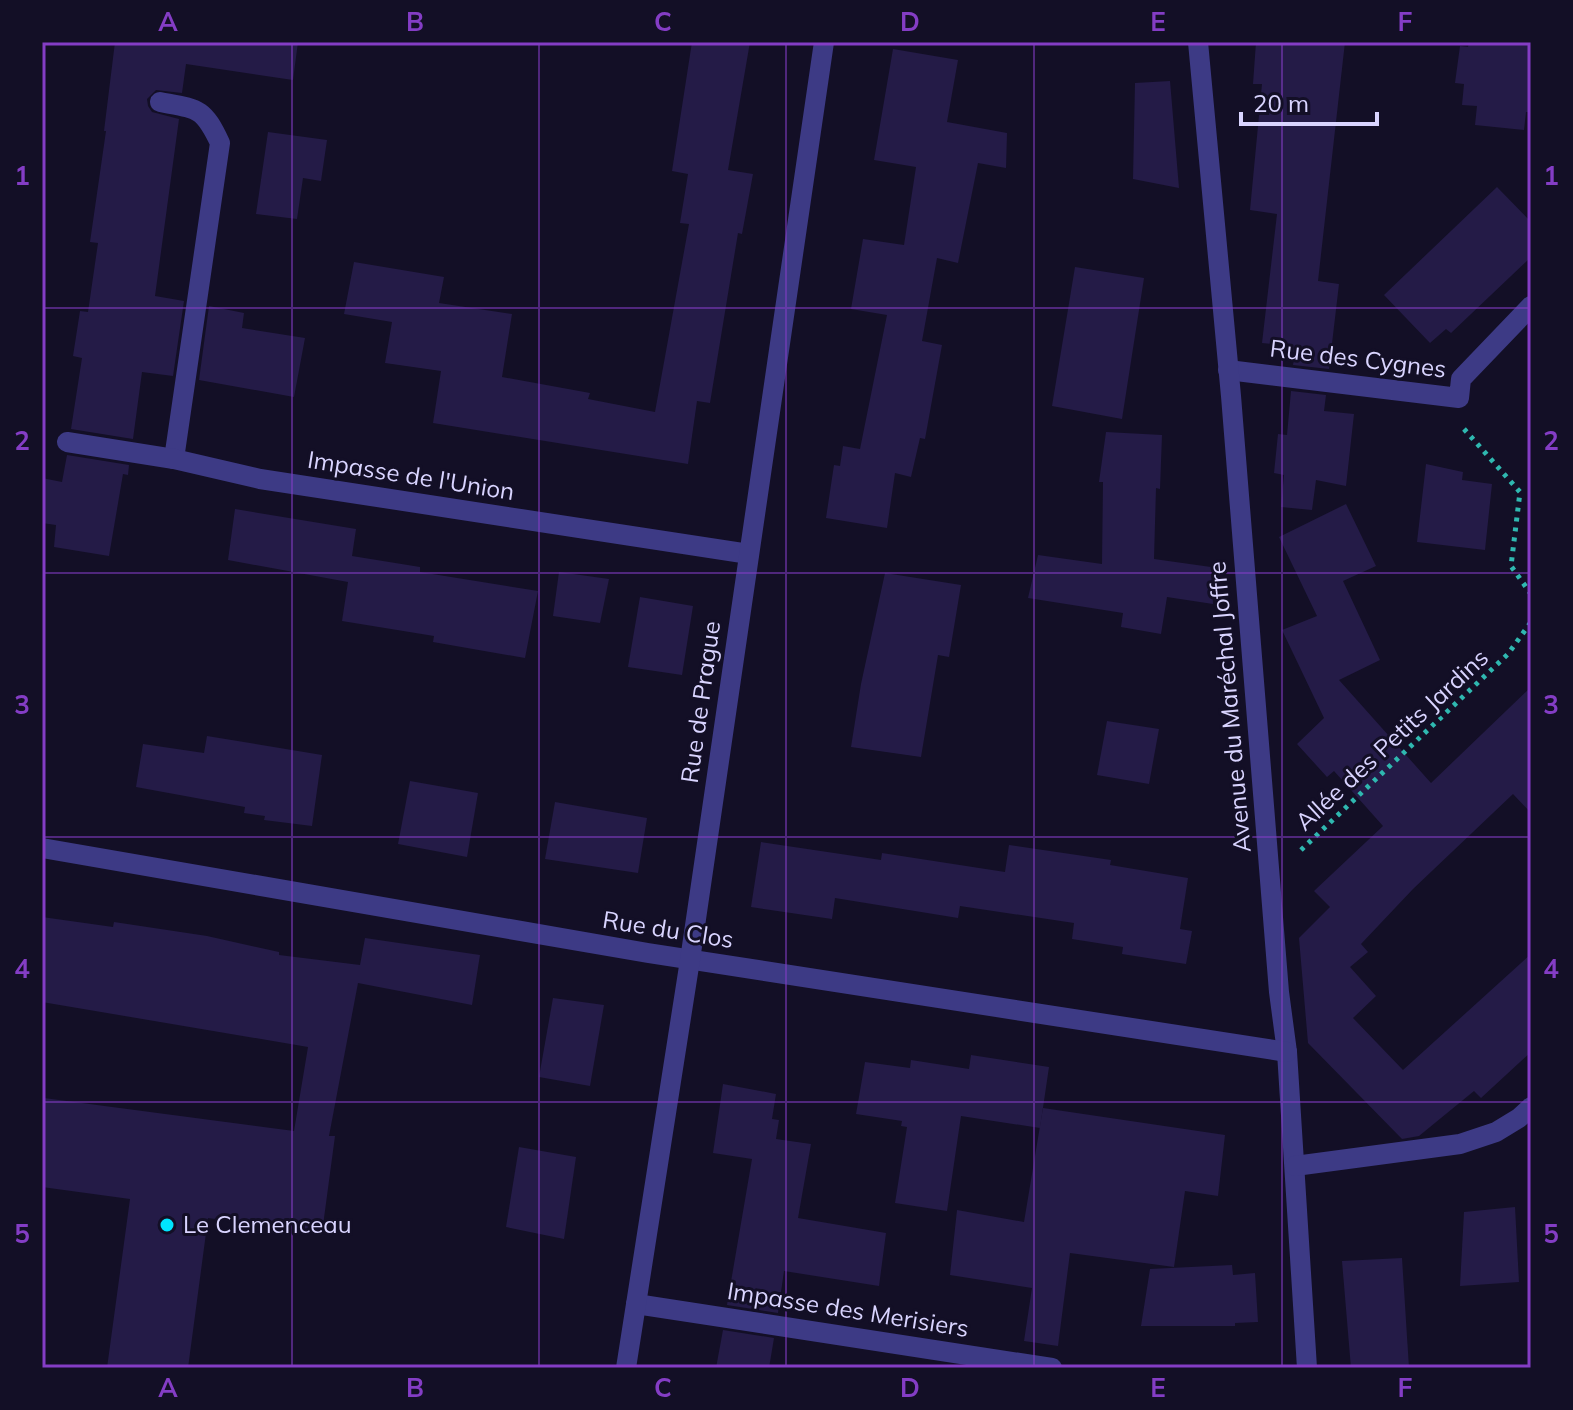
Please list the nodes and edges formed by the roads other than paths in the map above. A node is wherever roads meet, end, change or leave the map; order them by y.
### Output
1 (824, 42) edge
2 (1198, 42) edge
3 (160, 102) dead end
4 (1531, 306) edge
5 (1228, 370) junction
6 (67, 442) dead end
7 (174, 459) junction
8 (749, 554) junction
9 (42, 848) edge
10 (690, 960) junction
11 (1287, 1052) junction
12 (1531, 1107) edge
13 (1295, 1166) junction
14 (636, 1304) junction
15 (626, 1368) edge
16 (1052, 1368) edge
17 (1307, 1368) edge

1 - 8 street, Rue de Prague
2 - 5 street, Avenue du Maréchal Joffre
3 - 7 street
4 - 5 street, Rue des Cygnes
5 - 11 street, Avenue du Maréchal Joffre
6 - 7 street, Impasse de l'Union
7 - 8 street, Impasse de l'Union
8 - 10 street, Rue de Prague
9 - 10 street, Rue du Clos
10 - 11 street, Rue du Clos
10 - 14 street, Rue de Prague
11 - 13 street, Avenue du Maréchal Joffre
12 - 13 street
13 - 17 street, Avenue du Maréchal Joffre
14 - 15 street, Rue de Prague
14 - 16 street, Impasse des Merisiers

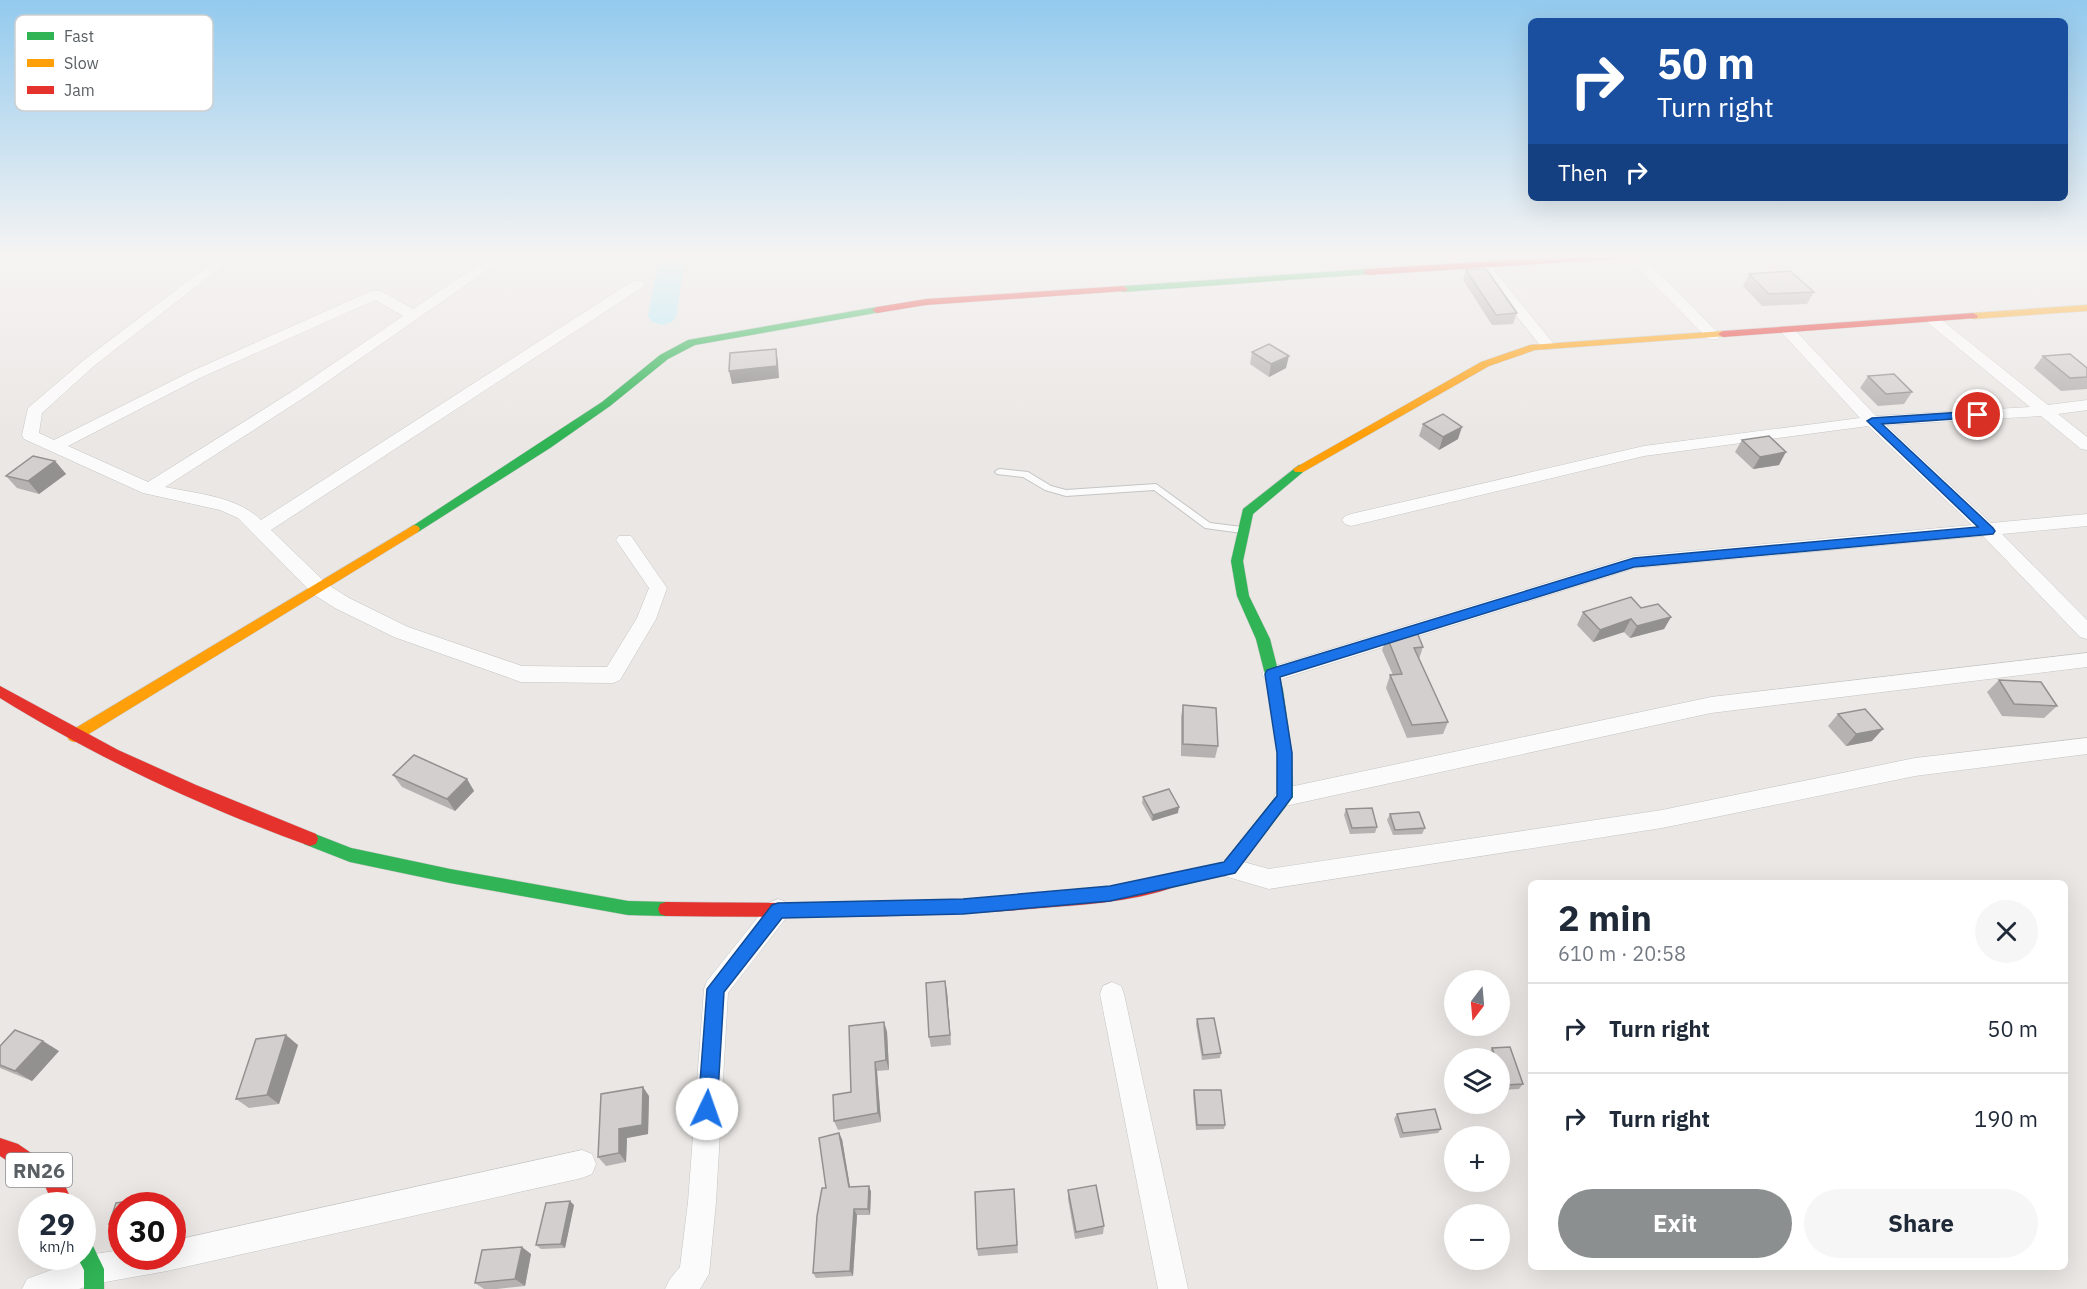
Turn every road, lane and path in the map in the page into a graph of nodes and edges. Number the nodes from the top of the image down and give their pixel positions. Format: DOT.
graph roads {
  1 [pos="153,314"];
  2 [pos="331,314"];
  3 [pos="592,314"];
  4 [pos="852,314"];
  5 [pos="1522,314"];
  6 [pos="1692,314"];
  7 [pos="2008,314"];
  8 [pos="412,315"];
  9 [pos="1933,320"];
  10 [pos="1788,331"];
  11 [pos="1713,336"];
  12 [pos="1548,346"];
  13 [pos="2087,405"];
  14 [pos="2042,411"];
  15 [pos="1872,421"];
  16 [pos="2087,445"];
  17 [pos="54,446"];
  18 [pos="1000,472"];
  19 [pos="149,489"];
  20 [pos="1352,520"];
  21 [pos="2087,520"];
  22 [pos="259,530"];
  23 [pos="1242,530"];
  24 [pos="1989,531"];
  25 [pos="625,540"];
  26 [pos="320,589"];
  27 [pos="2087,632"];
  28 [pos="2087,660"];
  29 [pos="1272,674"];
  30 [pos="0,691"];
  31 [pos="74,736"];
  32 [pos="2087,746"];
  33 [pos="1285,797"];
  34 [pos="1229,868"];
  35 [pos="778,910"];
  36 [pos="1112,994"];
  37 [pos="0,1147"];
  38 [pos="582,1164"];
  39 [pos="58,1192"];
  40 [pos="186,1253"];
  41 [pos="85,1270"];
  42 [pos="37,1289"];
  43 [pos="681,1289"];
  44 [pos="1173,1289"];
  1 -- 17 [label="street"];
  2 -- 17 [label="street"];
  3 -- 22 [label="street"];
  4 -- 26 [label="street"];
  5 -- 12 [label="street"];
  6 -- 11 [label="street"];
  7 -- 9 [label="street"];
  8 -- 19 [label="street"];
  9 -- 10 [label="street"];
  9 -- 14 [label="street"];
  10 -- 11 [label="street"];
  10 -- 15 [label="street"];
  11 -- 12 [label="street"];
  12 -- 23 [label="street"];
  13 -- 14 [label="street"];
  14 -- 15 [label="street"];
  14 -- 16 [label="street"];
  15 -- 20 [label="street"];
  15 -- 24 [label="street"];
  17 -- 19 [label="street"];
  18 -- 23 [label="lane"];
  19 -- 22 [label="street"];
  21 -- 24 [label="street"];
  22 -- 26 [label="street"];
  23 -- 29 [label="street"];
  24 -- 27 [label="street"];
  24 -- 29 [label="street"];
  25 -- 26 [label="street"];
  26 -- 31 [label="street"];
  28 -- 33 [label="street"];
  29 -- 33 [label="street"];
  30 -- 31 [label="street"];
  31 -- 35 [label="street"];
  32 -- 34 [label="street"];
  33 -- 34 [label="street"];
  34 -- 35 [label="street"];
  35 -- 43 [label="street"];
  36 -- 44 [label="street"];
  37 -- 39 [label="street, RN26"];
  38 -- 40 [label="street"];
  41 -- 42 [label="street"];
}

--*--

[Exercise prompt] Repeat all of the records verbatim, leaving out the pictures.

[Expected answer]
Please list the nodes and edges formed by the roads other than paths in the map above. A node is wherever roads meet, end, change or leave the map; order them by y.
### Output
1 (824, 42) edge
2 (1198, 42) edge
3 (160, 102) dead end
4 (1531, 306) edge
5 (1228, 370) junction
6 (67, 442) dead end
7 (174, 459) junction
8 (749, 554) junction
9 (42, 848) edge
10 (690, 960) junction
11 (1287, 1052) junction
12 (1531, 1107) edge
13 (1295, 1166) junction
14 (636, 1304) junction
15 (626, 1368) edge
16 (1052, 1368) edge
17 (1307, 1368) edge

1 - 8 street, Rue de Prague
2 - 5 street, Avenue du Maréchal Joffre
3 - 7 street
4 - 5 street, Rue des Cygnes
5 - 11 street, Avenue du Maréchal Joffre
6 - 7 street, Impasse de l'Union
7 - 8 street, Impasse de l'Union
8 - 10 street, Rue de Prague
9 - 10 street, Rue du Clos
10 - 11 street, Rue du Clos
10 - 14 street, Rue de Prague
11 - 13 street, Avenue du Maréchal Joffre
12 - 13 street
13 - 17 street, Avenue du Maréchal Joffre
14 - 15 street, Rue de Prague
14 - 16 street, Impasse des Merisiers

Turn every road, lane and path in the map in the page into a graph of nodes and edges. Number the nodes from the top of the image down and give their pixel positions. Format: DOT.
graph roads {
  1 [pos="153,314"];
  2 [pos="331,314"];
  3 [pos="592,314"];
  4 [pos="852,314"];
  5 [pos="1522,314"];
  6 [pos="1692,314"];
  7 [pos="2008,314"];
  8 [pos="412,315"];
  9 [pos="1933,320"];
  10 [pos="1788,331"];
  11 [pos="1713,336"];
  12 [pos="1548,346"];
  13 [pos="2087,405"];
  14 [pos="2042,411"];
  15 [pos="1872,421"];
  16 [pos="2087,445"];
  17 [pos="54,446"];
  18 [pos="1000,472"];
  19 [pos="149,489"];
  20 [pos="1352,520"];
  21 [pos="2087,520"];
  22 [pos="259,530"];
  23 [pos="1242,530"];
  24 [pos="1989,531"];
  25 [pos="625,540"];
  26 [pos="320,589"];
  27 [pos="2087,632"];
  28 [pos="2087,660"];
  29 [pos="1272,674"];
  30 [pos="0,691"];
  31 [pos="74,736"];
  32 [pos="2087,746"];
  33 [pos="1285,797"];
  34 [pos="1229,868"];
  35 [pos="778,910"];
  36 [pos="1112,994"];
  37 [pos="0,1147"];
  38 [pos="582,1164"];
  39 [pos="58,1192"];
  40 [pos="186,1253"];
  41 [pos="85,1270"];
  42 [pos="37,1289"];
  43 [pos="681,1289"];
  44 [pos="1173,1289"];
  1 -- 17 [label="street"];
  2 -- 17 [label="street"];
  3 -- 22 [label="street"];
  4 -- 26 [label="street"];
  5 -- 12 [label="street"];
  6 -- 11 [label="street"];
  7 -- 9 [label="street"];
  8 -- 19 [label="street"];
  9 -- 10 [label="street"];
  9 -- 14 [label="street"];
  10 -- 11 [label="street"];
  10 -- 15 [label="street"];
  11 -- 12 [label="street"];
  12 -- 23 [label="street"];
  13 -- 14 [label="street"];
  14 -- 15 [label="street"];
  14 -- 16 [label="street"];
  15 -- 20 [label="street"];
  15 -- 24 [label="street"];
  17 -- 19 [label="street"];
  18 -- 23 [label="lane"];
  19 -- 22 [label="street"];
  21 -- 24 [label="street"];
  22 -- 26 [label="street"];
  23 -- 29 [label="street"];
  24 -- 27 [label="street"];
  24 -- 29 [label="street"];
  25 -- 26 [label="street"];
  26 -- 31 [label="street"];
  28 -- 33 [label="street"];
  29 -- 33 [label="street"];
  30 -- 31 [label="street"];
  31 -- 35 [label="street"];
  32 -- 34 [label="street"];
  33 -- 34 [label="street"];
  34 -- 35 [label="street"];
  35 -- 43 [label="street"];
  36 -- 44 [label="street"];
  37 -- 39 [label="street, RN26"];
  38 -- 40 [label="street"];
  41 -- 42 [label="street"];
}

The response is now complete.